The boat ride to Punta Negra
The view from where we ate lunch
The PT crew and the children from the school
Me and my new best friend Asha
Today I went on another mobile clinic. One patient I had today was experiencing back pain in her thoracic region. As I did my evaluation I discovered she was very hypomobile in her thoracic spine. In any other setting I would be seeing this patient 2-3 times per week. This would allow for me to do some mobilizations to her thoracic spine to help improve her range of motion. In Belize that is not the case; especially on mobiles. We only see these patients once every 2-3 months. This makes treating someone like this patient difficult because ideally I want to help her improve her range. Instead I have to provide her with some self-mobilization techniques that she would have to do on her own.
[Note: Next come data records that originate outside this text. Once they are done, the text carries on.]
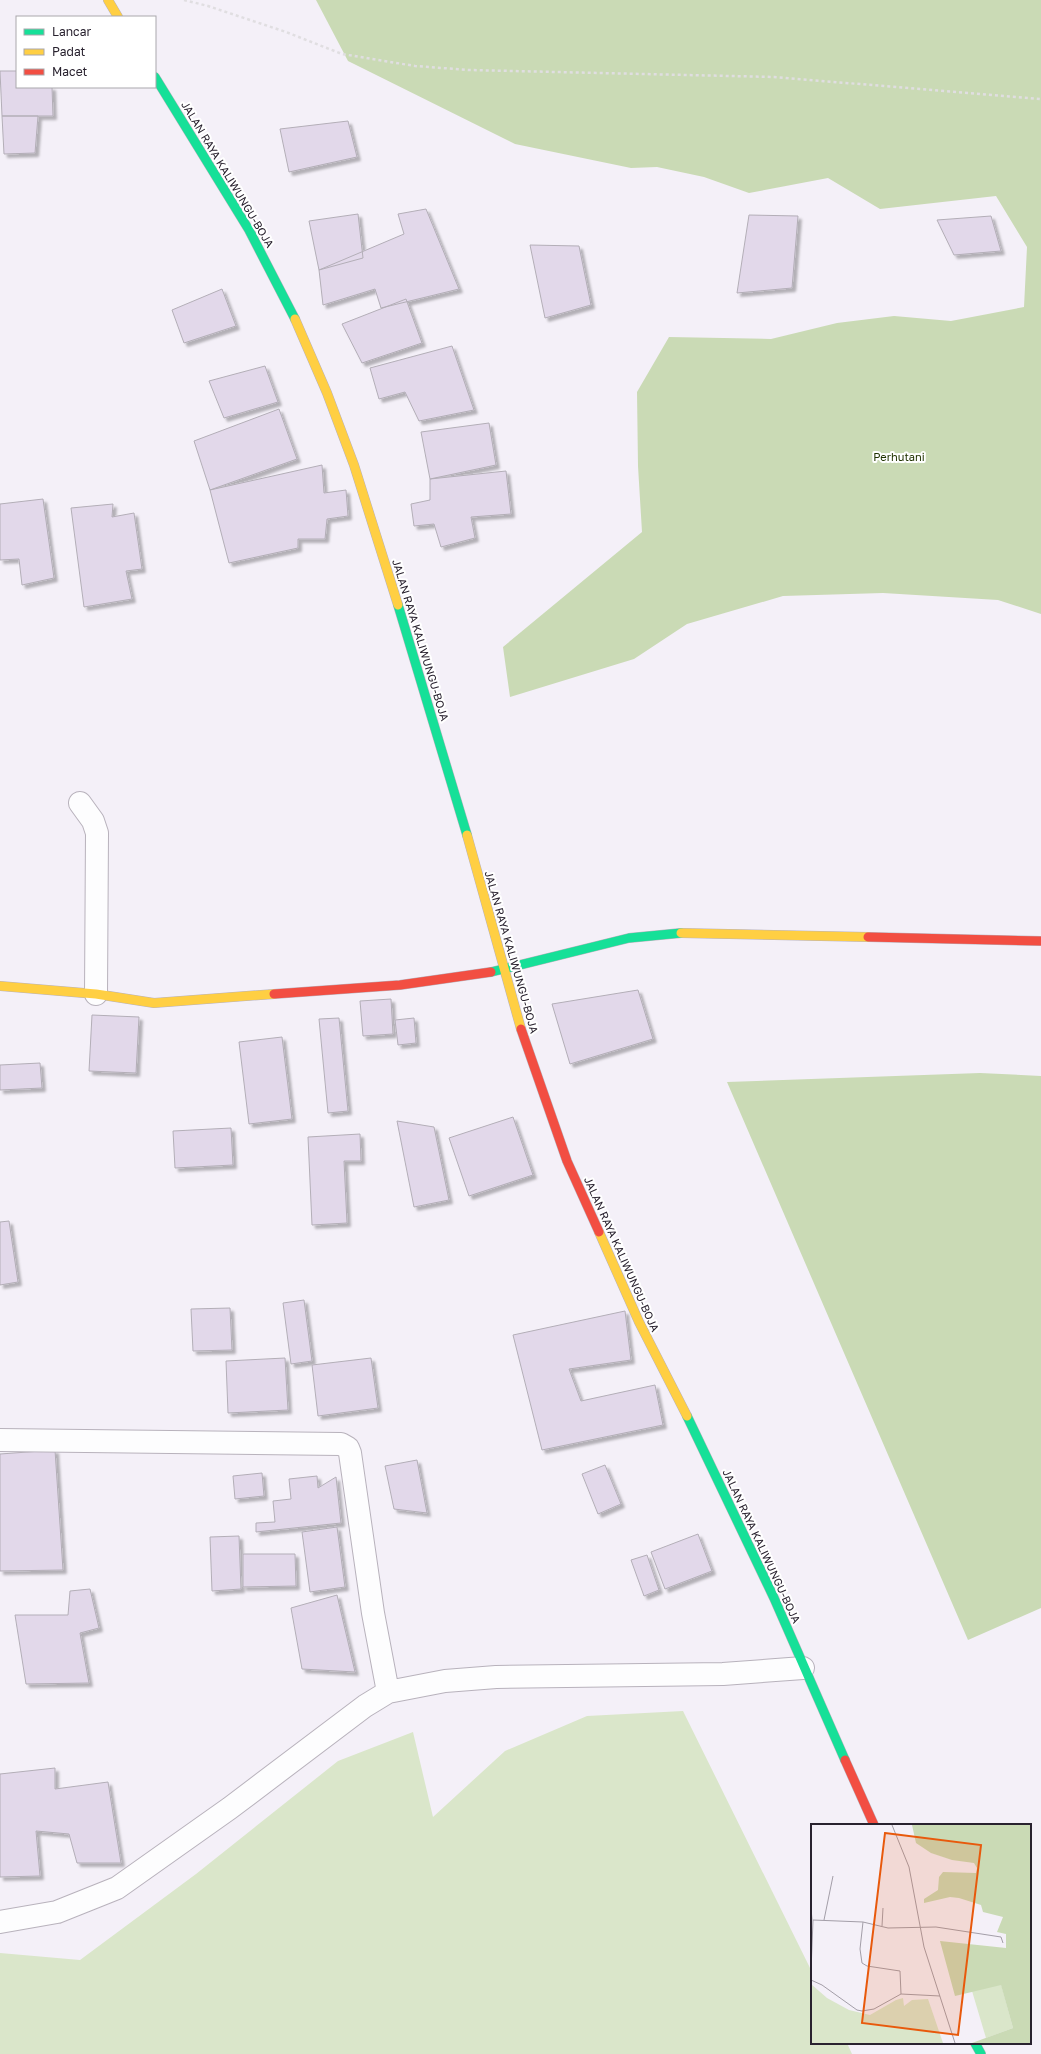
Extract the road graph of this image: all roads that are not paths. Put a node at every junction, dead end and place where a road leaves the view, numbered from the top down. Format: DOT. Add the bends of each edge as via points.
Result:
graph roads {
  1 [pos="108,0"];
  2 [pos="117,16"];
  3 [pos="156,79"];
  4 [pos="80,803"];
  5 [pos="1041,941"];
  6 [pos="504,970"];
  7 [pos="0,986"];
  8 [pos="96,994"];
  9 [pos="0,1440"];
  10 [pos="804,1668"];
  11 [pos="388,1692"];
  12 [pos="874,1824"];
  13 [pos="0,1922"];
  14 [pos="976,2044"];
  15 [pos="981,2054"];
  1 -- 2 [label="main road"];
  3 -- 6 [label="main road, JALAN RAYA KALIWUNGU-BOJA" via="249,230 301,330 327,393 354,465 400,610"];
  4 -- 8 [label="street" via="94,821 97,834"];
  5 -- 6 [label="main road" via="675,933 629,938"];
  6 -- 8 [label="main road" via="400,985 154,1003"];
  6 -- 10 [label="main road, JALAN RAYA KALIWUNGU-BOJA" via="530,1058 567,1161 639,1322 692,1425 774,1598"];
  7 -- 8 [label="main road"];
  9 -- 11 [label="street" via="345,1446 350,1453 373,1613"];
  10 -- 11 [label="street" via="723,1674 496,1677 445,1681"];
  10 -- 12 [label="main road, JALAN RAYA KALIWUNGU-BOJA"];
  11 -- 13 [label="street" via="365,1706 236,1804 117,1888 57,1912"];
  14 -- 15 [label="main road"];
}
The issue with her spine was she had decreased thoracic extension all throughout her thoracic region. I had her sit in a chair and do self-mobs over the back of the chair. She was advised to line up the level of the spine that she had pain with the chair and do the mobilization there. This is hard enough to explain to someone in the United States, let alone a woman who doesn’t speak English and lives in a village where they don’t have any idea what physical therapy does. Finally she began to understand what I was trying to have her do. Hopefully she continues to do this on her own to help decrease her pain and improve her range.
Once I was done treating this patient the med team came up to treat her with a pelvic floor exam. She had with her a 2 month old baby and a 2 year old baby. As the med team arrived she quickly handed me the baby and left me in a room with her two children. I looked at this in two ways: 1. She trusted me enough after our examination to watch her kids during her exam, and 2. She was happy to get them off her hands because the 2 year old would NOT stop crying. I had the 2 month old in my arms sleeping as I am trying to entertain this 2 year old boy who was just not having it. Finally someone else came up and helped calm the 2 year old while I hung out with the 2 month old for about a half hour. My preceptor kept laughing at me because whenever he came upstairs I was still playing with the baby rather than actually working on my own patients. Whoops. But he was so darn cute I wanted to steal him away. Not the 2 year old though. He was not so cute but more on the evil side.